Sunday 25 July 2010

Koumpounophobia

Those plastic things hooked in a line, from her throat – the V of her collarbone – down to her stomach, like a list of eyes the colour of a dilated pupil. She looks at me and smiles with her teeth, and her teeth look like buttons, and there is no way I could get any closer to that, she'll taste of plastic and I'll choke on her as if she is a button herself.

It's strange how quick she moves compared to me. I cannot move, I'm fastened to the hardwood floor. Her hands are by her side but I don't move my hands. I pretend I am in control and I look at her clothing and the pieces of plastic holding them together, which are looking at me – little eyeballs of a CCTV biologically inserted intravenously with nerve endings and wires and veins into her body.

She says something about unbuttoning.

I say something like I'm not entirely sure that would be appropriate.

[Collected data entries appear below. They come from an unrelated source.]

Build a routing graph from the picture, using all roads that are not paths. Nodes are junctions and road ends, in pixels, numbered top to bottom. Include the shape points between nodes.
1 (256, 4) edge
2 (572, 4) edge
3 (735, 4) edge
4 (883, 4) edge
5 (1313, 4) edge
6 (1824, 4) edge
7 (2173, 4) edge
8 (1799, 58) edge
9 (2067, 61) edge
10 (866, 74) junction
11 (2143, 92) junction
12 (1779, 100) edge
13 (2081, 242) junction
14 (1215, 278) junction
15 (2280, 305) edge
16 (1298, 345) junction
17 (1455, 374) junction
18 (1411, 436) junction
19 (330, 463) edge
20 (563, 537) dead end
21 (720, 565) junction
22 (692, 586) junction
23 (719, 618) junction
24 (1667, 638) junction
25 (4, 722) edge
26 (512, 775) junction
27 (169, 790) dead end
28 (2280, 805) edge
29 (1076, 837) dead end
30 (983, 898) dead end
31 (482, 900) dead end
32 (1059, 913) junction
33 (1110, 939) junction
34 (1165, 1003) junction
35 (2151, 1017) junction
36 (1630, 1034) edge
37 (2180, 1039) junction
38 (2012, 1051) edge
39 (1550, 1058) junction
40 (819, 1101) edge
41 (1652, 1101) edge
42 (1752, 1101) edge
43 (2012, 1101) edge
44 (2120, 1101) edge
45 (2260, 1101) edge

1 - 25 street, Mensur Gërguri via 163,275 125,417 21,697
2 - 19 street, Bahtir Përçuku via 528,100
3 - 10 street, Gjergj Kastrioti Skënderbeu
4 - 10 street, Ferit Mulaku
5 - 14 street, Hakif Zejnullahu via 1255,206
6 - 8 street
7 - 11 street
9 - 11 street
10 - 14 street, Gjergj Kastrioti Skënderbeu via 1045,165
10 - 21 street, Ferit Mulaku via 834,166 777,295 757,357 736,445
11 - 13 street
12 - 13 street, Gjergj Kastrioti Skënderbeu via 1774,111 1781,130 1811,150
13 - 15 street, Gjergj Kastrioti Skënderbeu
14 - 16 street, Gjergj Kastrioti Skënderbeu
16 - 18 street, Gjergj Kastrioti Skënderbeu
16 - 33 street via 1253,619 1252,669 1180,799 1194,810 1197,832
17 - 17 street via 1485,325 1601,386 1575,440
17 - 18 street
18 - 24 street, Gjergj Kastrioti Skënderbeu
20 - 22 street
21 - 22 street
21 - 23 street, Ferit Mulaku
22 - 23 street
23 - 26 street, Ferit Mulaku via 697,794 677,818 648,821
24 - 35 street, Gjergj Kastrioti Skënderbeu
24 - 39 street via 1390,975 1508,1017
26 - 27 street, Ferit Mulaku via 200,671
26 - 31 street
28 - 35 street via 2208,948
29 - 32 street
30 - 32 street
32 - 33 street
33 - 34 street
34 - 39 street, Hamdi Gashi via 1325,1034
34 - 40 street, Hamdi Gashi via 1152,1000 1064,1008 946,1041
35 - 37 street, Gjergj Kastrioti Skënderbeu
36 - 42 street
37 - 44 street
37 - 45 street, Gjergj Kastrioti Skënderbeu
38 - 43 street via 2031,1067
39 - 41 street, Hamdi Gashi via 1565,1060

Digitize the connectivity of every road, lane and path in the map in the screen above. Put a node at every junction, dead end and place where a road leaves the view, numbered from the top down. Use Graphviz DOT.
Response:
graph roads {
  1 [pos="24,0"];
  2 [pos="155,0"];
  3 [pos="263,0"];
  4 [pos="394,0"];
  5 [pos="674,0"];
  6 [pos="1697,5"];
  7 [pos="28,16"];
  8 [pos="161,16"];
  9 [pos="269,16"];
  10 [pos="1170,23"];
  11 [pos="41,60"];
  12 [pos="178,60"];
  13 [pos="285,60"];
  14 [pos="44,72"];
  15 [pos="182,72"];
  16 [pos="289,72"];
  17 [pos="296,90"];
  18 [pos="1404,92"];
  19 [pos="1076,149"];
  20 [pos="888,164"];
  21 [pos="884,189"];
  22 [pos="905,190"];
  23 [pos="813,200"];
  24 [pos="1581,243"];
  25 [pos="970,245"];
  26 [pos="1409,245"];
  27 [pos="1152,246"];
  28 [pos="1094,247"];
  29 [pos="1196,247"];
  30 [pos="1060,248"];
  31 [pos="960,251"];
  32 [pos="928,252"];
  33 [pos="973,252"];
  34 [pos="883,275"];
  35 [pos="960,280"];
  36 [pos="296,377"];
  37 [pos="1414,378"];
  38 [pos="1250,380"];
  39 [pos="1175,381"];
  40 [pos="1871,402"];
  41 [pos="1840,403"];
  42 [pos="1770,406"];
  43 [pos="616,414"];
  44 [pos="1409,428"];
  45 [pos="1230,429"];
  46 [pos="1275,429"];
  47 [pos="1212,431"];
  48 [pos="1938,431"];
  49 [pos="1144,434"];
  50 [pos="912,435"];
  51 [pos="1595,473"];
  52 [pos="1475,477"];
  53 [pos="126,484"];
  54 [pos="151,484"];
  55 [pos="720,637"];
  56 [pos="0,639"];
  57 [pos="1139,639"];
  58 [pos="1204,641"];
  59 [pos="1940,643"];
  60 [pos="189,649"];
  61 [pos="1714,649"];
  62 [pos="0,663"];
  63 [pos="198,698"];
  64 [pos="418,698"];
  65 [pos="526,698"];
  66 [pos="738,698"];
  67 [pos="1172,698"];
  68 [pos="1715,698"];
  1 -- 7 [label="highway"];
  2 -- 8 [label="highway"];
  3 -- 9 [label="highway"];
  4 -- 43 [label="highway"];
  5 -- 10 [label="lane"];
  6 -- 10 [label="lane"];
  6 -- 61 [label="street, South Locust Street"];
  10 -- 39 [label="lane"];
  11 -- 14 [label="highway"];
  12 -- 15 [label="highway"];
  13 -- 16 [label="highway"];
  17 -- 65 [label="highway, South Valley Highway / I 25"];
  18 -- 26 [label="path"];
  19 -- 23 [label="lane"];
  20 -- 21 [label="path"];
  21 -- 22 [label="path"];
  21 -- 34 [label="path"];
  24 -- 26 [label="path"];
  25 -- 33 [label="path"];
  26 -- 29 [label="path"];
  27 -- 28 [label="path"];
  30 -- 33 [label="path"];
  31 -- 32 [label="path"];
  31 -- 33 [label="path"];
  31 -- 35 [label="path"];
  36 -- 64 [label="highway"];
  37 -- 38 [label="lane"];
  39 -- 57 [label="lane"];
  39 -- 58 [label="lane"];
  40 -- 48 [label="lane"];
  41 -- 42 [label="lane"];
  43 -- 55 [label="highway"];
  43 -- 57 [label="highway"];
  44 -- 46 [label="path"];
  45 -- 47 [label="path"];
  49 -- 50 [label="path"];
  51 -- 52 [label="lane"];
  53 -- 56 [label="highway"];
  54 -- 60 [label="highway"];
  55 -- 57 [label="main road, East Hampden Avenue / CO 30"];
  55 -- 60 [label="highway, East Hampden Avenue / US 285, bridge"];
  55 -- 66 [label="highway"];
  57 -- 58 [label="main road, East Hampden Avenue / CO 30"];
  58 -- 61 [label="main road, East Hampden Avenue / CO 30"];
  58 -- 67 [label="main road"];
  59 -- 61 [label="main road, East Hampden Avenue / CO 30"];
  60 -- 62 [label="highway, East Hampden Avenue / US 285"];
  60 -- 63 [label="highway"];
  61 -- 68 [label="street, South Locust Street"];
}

She frowns and takes to the motions of unbuttoning her clothes, as I rub my hands together so as not to touch the plastic discs, which I imagine feel smooth between my fingers. Black like coffee, white like cream – or cataract of a blind eye – I can taste the plastic in my mouth as the first button is undone and it's like coins sliding down my gullet, more and more, choking me with the acrylic taste, right at the back of my tongue, touching my tonsils and scraping at the bitter taste buds.

I want to be sick, I say.

She says something like, Oh no, is it me? What have I done wrong?

I say, Of course not. But I cannot carry on this conversation because I've been trying to hold my breath. The talking has brought a quick release of carbon dioxide and the reaction of oxygen in my head sends me blind for a second.

I am now sitting down, looking at her face, my dizziness giving her four eyes like a button. She tells me I look pale. The rest of what she says is white noise from a radio. She is sitting so close to me that the buttons are almost touching my hand, and I'm frozen again. Don't move, don't move, don't be sick, don't be sick.

I tell her it's okay, I'm fine, I just felt a bit dizzy. And then I sit back into the cool leather couch. The buttons are undone, I don't have to look at her now – but her eyes, great big black buttons, just staring at me.